# Is f(x)=(x^2-4x-2)/(x^2+1) increasing or decreasing at x=-3?

Mar 31, 2018

$f \left(x\right)$ is increasing at $x = - 3.$

#### Explanation:

If $f ' \left(- 3\right) > 0 , f \left(x\right)$ is increasing at that point.

If $f ' \left(- 3\right) < 0 , f \left(x\right)$ is decreasing at that point.

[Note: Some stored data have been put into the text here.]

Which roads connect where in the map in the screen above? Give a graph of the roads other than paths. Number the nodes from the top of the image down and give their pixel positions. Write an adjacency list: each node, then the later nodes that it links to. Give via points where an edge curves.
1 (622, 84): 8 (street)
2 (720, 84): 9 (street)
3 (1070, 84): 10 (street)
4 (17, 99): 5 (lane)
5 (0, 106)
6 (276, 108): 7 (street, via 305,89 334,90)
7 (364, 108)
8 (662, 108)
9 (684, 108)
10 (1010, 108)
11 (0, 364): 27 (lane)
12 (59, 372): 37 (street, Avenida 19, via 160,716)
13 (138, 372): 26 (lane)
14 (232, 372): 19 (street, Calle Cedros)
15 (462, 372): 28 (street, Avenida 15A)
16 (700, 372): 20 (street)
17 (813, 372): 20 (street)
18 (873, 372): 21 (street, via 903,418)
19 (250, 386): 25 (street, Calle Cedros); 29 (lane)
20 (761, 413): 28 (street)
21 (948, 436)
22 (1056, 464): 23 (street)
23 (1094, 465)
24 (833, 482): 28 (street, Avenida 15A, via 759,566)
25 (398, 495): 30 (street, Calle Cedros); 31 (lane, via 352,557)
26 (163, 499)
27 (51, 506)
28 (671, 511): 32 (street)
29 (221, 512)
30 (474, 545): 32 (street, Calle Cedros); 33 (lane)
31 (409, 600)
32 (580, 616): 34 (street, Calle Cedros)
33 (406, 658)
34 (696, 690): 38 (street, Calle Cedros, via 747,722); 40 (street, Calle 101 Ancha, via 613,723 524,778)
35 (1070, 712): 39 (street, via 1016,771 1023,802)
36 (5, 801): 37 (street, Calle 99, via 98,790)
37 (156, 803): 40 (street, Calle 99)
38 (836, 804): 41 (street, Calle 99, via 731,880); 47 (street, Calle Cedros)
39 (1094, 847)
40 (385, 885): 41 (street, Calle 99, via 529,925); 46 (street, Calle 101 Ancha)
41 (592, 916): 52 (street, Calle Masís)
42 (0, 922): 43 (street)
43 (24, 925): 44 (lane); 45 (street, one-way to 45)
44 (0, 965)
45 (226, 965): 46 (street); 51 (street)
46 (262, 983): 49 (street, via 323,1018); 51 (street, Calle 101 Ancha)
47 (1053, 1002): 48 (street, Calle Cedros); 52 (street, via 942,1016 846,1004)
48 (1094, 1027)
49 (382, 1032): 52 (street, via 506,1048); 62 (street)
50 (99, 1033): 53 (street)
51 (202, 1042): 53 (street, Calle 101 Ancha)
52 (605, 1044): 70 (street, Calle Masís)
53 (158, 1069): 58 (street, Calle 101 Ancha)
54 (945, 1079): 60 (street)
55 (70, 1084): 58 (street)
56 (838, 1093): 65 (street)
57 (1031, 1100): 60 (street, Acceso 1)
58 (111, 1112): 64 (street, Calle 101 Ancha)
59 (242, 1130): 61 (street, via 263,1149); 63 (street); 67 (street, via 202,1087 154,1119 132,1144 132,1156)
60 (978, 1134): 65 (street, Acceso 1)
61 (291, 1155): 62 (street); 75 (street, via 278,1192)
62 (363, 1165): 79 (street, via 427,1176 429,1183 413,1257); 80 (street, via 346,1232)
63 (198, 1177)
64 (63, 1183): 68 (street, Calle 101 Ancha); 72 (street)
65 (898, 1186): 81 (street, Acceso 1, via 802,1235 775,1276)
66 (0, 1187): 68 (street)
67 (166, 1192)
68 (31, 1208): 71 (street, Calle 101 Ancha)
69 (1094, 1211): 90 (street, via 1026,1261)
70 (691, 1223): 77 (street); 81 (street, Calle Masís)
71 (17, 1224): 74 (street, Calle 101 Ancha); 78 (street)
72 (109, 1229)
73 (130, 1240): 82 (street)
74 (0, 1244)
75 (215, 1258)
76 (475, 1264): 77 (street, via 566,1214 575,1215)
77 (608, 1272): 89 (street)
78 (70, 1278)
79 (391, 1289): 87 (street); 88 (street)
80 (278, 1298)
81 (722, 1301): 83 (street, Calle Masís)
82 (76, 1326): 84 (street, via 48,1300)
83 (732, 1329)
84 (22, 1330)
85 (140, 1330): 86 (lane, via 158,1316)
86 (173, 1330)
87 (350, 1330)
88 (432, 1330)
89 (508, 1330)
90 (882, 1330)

So, first, let's determine $f ' \left(x\right)$ using the Quotient Rule:

$f ' \left(x\right) = \frac{\left({x}^{2} + 1\right) \frac{d}{\mathrm{dx}} \left({x}^{2} - 4 x - 2\right) - \left({x}^{2} - 4 x - 2\right) \frac{d}{\mathrm{dx}} \left({x}^{2} + 1\right)}{{x}^{2} + 1} ^ 2$

$f ' \left(x\right) = \frac{\left({x}^{2} + 1\right) \left(2 x - 4\right) - \left({x}^{4} - 4 x - 2\right) \left(2 x\right)}{{x}^{2} + 1} ^ 2$

There's not really much of a need for simplification since we're evaluating the derivative at a point only to determine whether it is positive or negative.

$f ' \left(- 3\right) = \frac{\left(9 + 1\right) \left(2 \left(- 3\right) - 4\right) - \left(81 + 12 - 2\right) \left(- 6\right)}{{10}^{2}} = \frac{7}{50} > 0$

$f \left(x\right)$ is increasing at $x = - 3.$